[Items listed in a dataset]
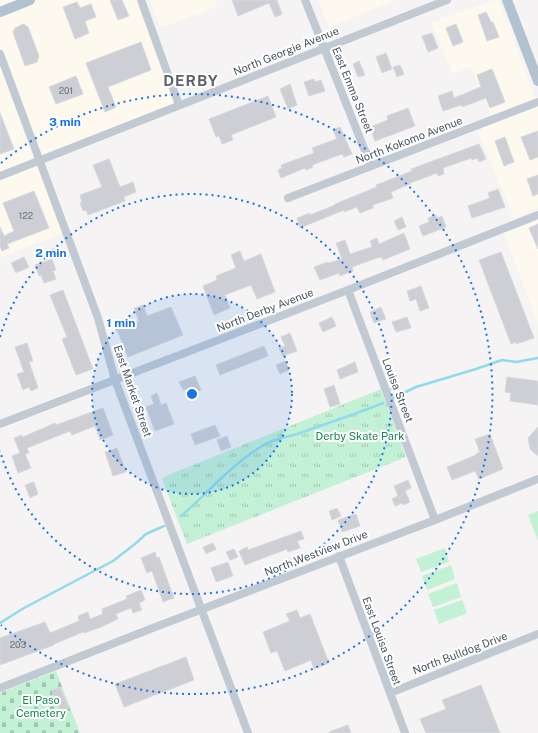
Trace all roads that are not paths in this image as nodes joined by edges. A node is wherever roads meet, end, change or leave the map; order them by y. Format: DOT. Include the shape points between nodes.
graph roads {
  1 [pos="30,0"];
  2 [pos="141,0"];
  3 [pos="305,0"];
  4 [pos="447,0"];
  5 [pos="507,0"];
  6 [pos="0,12"];
  7 [pos="324,48"];
  8 [pos="0,54"];
  9 [pos="538,81"];
  10 [pos="538,102"];
  11 [pos="179,105"];
  12 [pos="39,161"];
  13 [pos="371,166"];
  14 [pos="0,176"];
  15 [pos="288,198"];
  16 [pos="538,215"];
  17 [pos="348,290"];
  18 [pos="115,380"];
  19 [pos="0,424"];
  20 [pos="538,480"];
  21 [pos="435,520"];
  22 [pos="339,556"];
  23 [pos="201,609"];
  24 [pos="538,634"];
  25 [pos="0,688"];
  26 [pos="390,693"];
  27 [pos="248,733"];
  28 [pos="405,733"];
  1 -- 6 [label="main road"];
  2 -- 11 [label="street"];
  3 -- 7 [label="street, East Emma Street"];
  4 -- 7 [label="street, North Georgie Avenue"];
  5 -- 9 [label="main road"];
  7 -- 11 [label="street, North Georgie Avenue"];
  7 -- 13 [label="street, East Emma Street"];
  8 -- 12 [label="street, East Market Street"];
  10 -- 13 [label="street, North Kokomo Avenue"];
  11 -- 12 [label="street, North Georgie Avenue"];
  12 -- 14 [label="street, North Georgie Avenue"];
  12 -- 18 [label="street, East Market Street" via="98,318"];
  13 -- 15 [label="street, North Kokomo Avenue"];
  16 -- 17 [label="street, North Derby Avenue"];
  17 -- 18 [label="street, North Derby Avenue"];
  17 -- 21 [label="street, Louisa Street"];
  18 -- 19 [label="street, North Derby Avenue"];
  18 -- 23 [label="street, East Market Street"];
  20 -- 21 [label="street, North Westview Drive"];
  21 -- 22 [label="street, North Westview Drive"];
  22 -- 23 [label="street, North Westview Drive"];
  22 -- 26 [label="street, East Louisa Street"];
  23 -- 25 [label="street, North Westview Drive"];
  23 -- 27 [label="street, East Market Street"];
  24 -- 26 [label="street, North Bulldog Drive"];
  26 -- 28 [label="street, East Louisa Street"];
}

Task instructions. The result should be a precise copy of all the entries, free of pictures.

Task response.
Trace all roads that are not paths in this image as nodes joined by edges. A node is wherever roads meet, end, change or leave the map; order them by y. Format: DOT. Include the shape points between nodes.
graph roads {
  1 [pos="30,0"];
  2 [pos="141,0"];
  3 [pos="305,0"];
  4 [pos="447,0"];
  5 [pos="507,0"];
  6 [pos="0,12"];
  7 [pos="324,48"];
  8 [pos="0,54"];
  9 [pos="538,81"];
  10 [pos="538,102"];
  11 [pos="179,105"];
  12 [pos="39,161"];
  13 [pos="371,166"];
  14 [pos="0,176"];
  15 [pos="288,198"];
  16 [pos="538,215"];
  17 [pos="348,290"];
  18 [pos="115,380"];
  19 [pos="0,424"];
  20 [pos="538,480"];
  21 [pos="435,520"];
  22 [pos="339,556"];
  23 [pos="201,609"];
  24 [pos="538,634"];
  25 [pos="0,688"];
  26 [pos="390,693"];
  27 [pos="248,733"];
  28 [pos="405,733"];
  1 -- 6 [label="main road"];
  2 -- 11 [label="street"];
  3 -- 7 [label="street, East Emma Street"];
  4 -- 7 [label="street, North Georgie Avenue"];
  5 -- 9 [label="main road"];
  7 -- 11 [label="street, North Georgie Avenue"];
  7 -- 13 [label="street, East Emma Street"];
  8 -- 12 [label="street, East Market Street"];
  10 -- 13 [label="street, North Kokomo Avenue"];
  11 -- 12 [label="street, North Georgie Avenue"];
  12 -- 14 [label="street, North Georgie Avenue"];
  12 -- 18 [label="street, East Market Street" via="98,318"];
  13 -- 15 [label="street, North Kokomo Avenue"];
  16 -- 17 [label="street, North Derby Avenue"];
  17 -- 18 [label="street, North Derby Avenue"];
  17 -- 21 [label="street, Louisa Street"];
  18 -- 19 [label="street, North Derby Avenue"];
  18 -- 23 [label="street, East Market Street"];
  20 -- 21 [label="street, North Westview Drive"];
  21 -- 22 [label="street, North Westview Drive"];
  22 -- 23 [label="street, North Westview Drive"];
  22 -- 26 [label="street, East Louisa Street"];
  23 -- 25 [label="street, North Westview Drive"];
  23 -- 27 [label="street, East Market Street"];
  24 -- 26 [label="street, North Bulldog Drive"];
  26 -- 28 [label="street, East Louisa Street"];
}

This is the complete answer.